Tratcher commented 4 years ago

@Tratcher since you were involved in this issue around 10 years back, maybe you have some input?

I was. How did you know?

@scalablecory @tmds @davidsh I know the Dispose design might be a bit outdated, but it's still the best option here.

Being standards compliant here is important, especially since this has been a known source of issues in the wild over a long period. Please address this or allow someone else to do so.

scalablecory commented 4 years ago

@Tratcher I'm not strongly opposed if it's the right thing to do, but I have yet to find an example of this causing an issue. It's not clear that adding QUIT to Dispose() is the best course of action.

Tratcher commented 4 years ago

Here's the original issue and fix: http://vstfdevdiv:8080/DevDiv/Dev10/_queries/edit/703015/?triage=true http://vstfdevdiv:8080/DevDiv/Dev10/_versionControl/changeset/1202965

Customer Scenario (including workaround): Customer creates an SmtpClient object and uses it to send email to an Smtp server. When the underlying Smtp connection times out, it will force-close the connection by sending a RST instead of gracefully closing it by sending a QUIT message as is required by RFC 2822. A customer has no way to deterministically close any open connections; they will only be closed when they time out. There is no workaround.

Description of the Solution: The solution is to implement IDisposable on SmtpClient so that a customer can deterministically free connections. In addition, connections are now always closed by sending a QUIT message under all circumstances except when an Abort is called on an asychronous send. In that case, the state of the connection is indeterminate and a RST must be sent instead to indicate that the send is being cancelled.

The missing QUIT wasn't the primary issue, the more fundamental issue was that the connections weren't being gracefully closed at all, they were timing out in the connection pool and causing RSTs. This can lead to socket exhaustion on the server. QUIT was added for RFC compliance as part of gracefully closing the connections.

Does Core have the same connection lifetime issue?

scalablecory commented 4 years ago

Does Core have the same connection lifetime issue?

No.
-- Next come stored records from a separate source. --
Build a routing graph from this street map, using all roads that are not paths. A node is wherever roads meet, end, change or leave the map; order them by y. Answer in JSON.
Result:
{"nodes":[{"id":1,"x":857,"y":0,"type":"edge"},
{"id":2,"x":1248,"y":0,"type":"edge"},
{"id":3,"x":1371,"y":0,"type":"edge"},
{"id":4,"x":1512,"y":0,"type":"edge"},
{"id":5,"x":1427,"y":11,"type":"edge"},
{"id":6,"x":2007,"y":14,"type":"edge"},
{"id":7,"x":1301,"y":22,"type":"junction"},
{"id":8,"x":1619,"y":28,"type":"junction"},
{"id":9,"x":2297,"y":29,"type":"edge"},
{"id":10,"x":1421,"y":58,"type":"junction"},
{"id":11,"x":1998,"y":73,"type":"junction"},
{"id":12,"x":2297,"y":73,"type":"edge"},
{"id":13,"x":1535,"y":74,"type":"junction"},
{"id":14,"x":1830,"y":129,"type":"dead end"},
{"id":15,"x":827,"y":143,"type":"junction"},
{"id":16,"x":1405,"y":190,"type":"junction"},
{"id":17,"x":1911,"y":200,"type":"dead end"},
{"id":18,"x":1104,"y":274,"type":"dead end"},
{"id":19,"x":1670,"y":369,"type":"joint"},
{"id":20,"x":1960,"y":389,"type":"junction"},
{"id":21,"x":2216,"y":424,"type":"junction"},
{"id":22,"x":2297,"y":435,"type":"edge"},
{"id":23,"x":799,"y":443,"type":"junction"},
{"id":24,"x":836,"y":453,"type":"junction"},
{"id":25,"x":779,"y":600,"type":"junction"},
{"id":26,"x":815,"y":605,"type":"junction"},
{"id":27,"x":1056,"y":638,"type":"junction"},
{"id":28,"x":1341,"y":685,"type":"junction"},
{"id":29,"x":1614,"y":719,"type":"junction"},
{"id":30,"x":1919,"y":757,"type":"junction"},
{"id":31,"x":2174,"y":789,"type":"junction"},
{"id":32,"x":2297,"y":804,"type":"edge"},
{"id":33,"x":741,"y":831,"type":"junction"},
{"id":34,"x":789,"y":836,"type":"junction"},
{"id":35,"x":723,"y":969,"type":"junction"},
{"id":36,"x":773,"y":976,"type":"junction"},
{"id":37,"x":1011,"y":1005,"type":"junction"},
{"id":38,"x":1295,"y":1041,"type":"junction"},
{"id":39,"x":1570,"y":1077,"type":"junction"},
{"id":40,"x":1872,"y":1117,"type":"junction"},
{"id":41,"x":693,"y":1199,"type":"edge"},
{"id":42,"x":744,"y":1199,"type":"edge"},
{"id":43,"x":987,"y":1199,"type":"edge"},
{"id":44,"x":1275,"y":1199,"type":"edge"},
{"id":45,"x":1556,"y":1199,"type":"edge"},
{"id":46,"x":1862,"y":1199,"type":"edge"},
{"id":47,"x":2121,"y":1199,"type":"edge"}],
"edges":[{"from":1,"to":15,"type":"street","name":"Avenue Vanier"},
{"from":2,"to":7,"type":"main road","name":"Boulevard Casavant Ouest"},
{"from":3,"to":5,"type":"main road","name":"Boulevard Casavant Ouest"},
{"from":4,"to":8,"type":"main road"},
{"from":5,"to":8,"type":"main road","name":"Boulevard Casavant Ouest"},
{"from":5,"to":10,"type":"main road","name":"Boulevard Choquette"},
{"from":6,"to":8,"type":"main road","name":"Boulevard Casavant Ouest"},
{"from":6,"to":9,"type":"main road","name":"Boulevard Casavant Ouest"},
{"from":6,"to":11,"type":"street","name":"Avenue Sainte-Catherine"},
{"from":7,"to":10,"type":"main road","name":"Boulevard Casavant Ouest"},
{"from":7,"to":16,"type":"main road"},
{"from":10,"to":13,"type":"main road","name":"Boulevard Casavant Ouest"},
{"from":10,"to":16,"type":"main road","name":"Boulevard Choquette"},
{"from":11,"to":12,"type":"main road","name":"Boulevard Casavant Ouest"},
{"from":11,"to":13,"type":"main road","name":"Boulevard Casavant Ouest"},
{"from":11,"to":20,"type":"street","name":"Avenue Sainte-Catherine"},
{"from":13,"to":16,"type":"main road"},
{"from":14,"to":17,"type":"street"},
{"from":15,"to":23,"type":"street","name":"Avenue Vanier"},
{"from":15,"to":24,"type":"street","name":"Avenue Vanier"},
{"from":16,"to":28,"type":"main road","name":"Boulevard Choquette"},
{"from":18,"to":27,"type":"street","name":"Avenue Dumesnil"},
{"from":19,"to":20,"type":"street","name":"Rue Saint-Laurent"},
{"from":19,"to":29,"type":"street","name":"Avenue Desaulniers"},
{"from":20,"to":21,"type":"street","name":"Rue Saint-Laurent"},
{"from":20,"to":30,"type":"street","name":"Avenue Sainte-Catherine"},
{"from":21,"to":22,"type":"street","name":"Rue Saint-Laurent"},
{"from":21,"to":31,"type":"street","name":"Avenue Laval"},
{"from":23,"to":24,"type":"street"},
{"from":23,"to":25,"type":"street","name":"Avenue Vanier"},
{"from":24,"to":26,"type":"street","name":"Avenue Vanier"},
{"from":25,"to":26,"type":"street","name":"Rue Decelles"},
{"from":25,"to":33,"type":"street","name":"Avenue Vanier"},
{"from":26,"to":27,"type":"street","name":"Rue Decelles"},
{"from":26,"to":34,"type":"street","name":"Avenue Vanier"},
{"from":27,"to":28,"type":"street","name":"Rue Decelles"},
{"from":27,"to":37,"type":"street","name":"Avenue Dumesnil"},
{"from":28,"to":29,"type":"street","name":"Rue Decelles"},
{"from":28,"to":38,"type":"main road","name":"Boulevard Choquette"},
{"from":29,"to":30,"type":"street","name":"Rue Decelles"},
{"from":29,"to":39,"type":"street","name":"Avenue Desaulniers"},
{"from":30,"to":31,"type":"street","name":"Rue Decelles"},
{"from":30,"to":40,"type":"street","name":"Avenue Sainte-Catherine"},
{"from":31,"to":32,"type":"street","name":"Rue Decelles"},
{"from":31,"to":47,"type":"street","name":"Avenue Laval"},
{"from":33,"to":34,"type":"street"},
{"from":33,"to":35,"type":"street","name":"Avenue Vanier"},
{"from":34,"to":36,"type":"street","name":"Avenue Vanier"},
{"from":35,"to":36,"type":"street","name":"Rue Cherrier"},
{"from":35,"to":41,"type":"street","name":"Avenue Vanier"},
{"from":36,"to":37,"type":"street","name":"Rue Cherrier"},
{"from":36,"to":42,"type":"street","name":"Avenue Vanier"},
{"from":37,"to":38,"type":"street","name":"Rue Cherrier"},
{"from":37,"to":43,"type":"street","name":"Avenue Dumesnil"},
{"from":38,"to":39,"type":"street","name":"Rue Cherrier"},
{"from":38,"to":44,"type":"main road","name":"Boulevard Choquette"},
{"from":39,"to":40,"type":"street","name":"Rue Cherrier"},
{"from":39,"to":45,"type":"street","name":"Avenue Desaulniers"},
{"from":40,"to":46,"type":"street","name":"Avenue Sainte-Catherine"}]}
We do a shutdown()+closesocket() on Dispose().

Tratcher commented 4 years ago

Oh good, that does make this a less severe issue. It also means you already have a non-abortive callstack where it would be appropriate to send the QUIT for RFC compliance so it would be a small fix. https://github.com/dotnet/runtime/blob/9bf91f8d178e09bb81fb1749a82d588cbe8028cf/src/libraries/System.Net.Mail/src/System/Net/Mail/SmtpTransport.cs#L200

SmtpClient has a seperate Abort code path non-graceful disposes.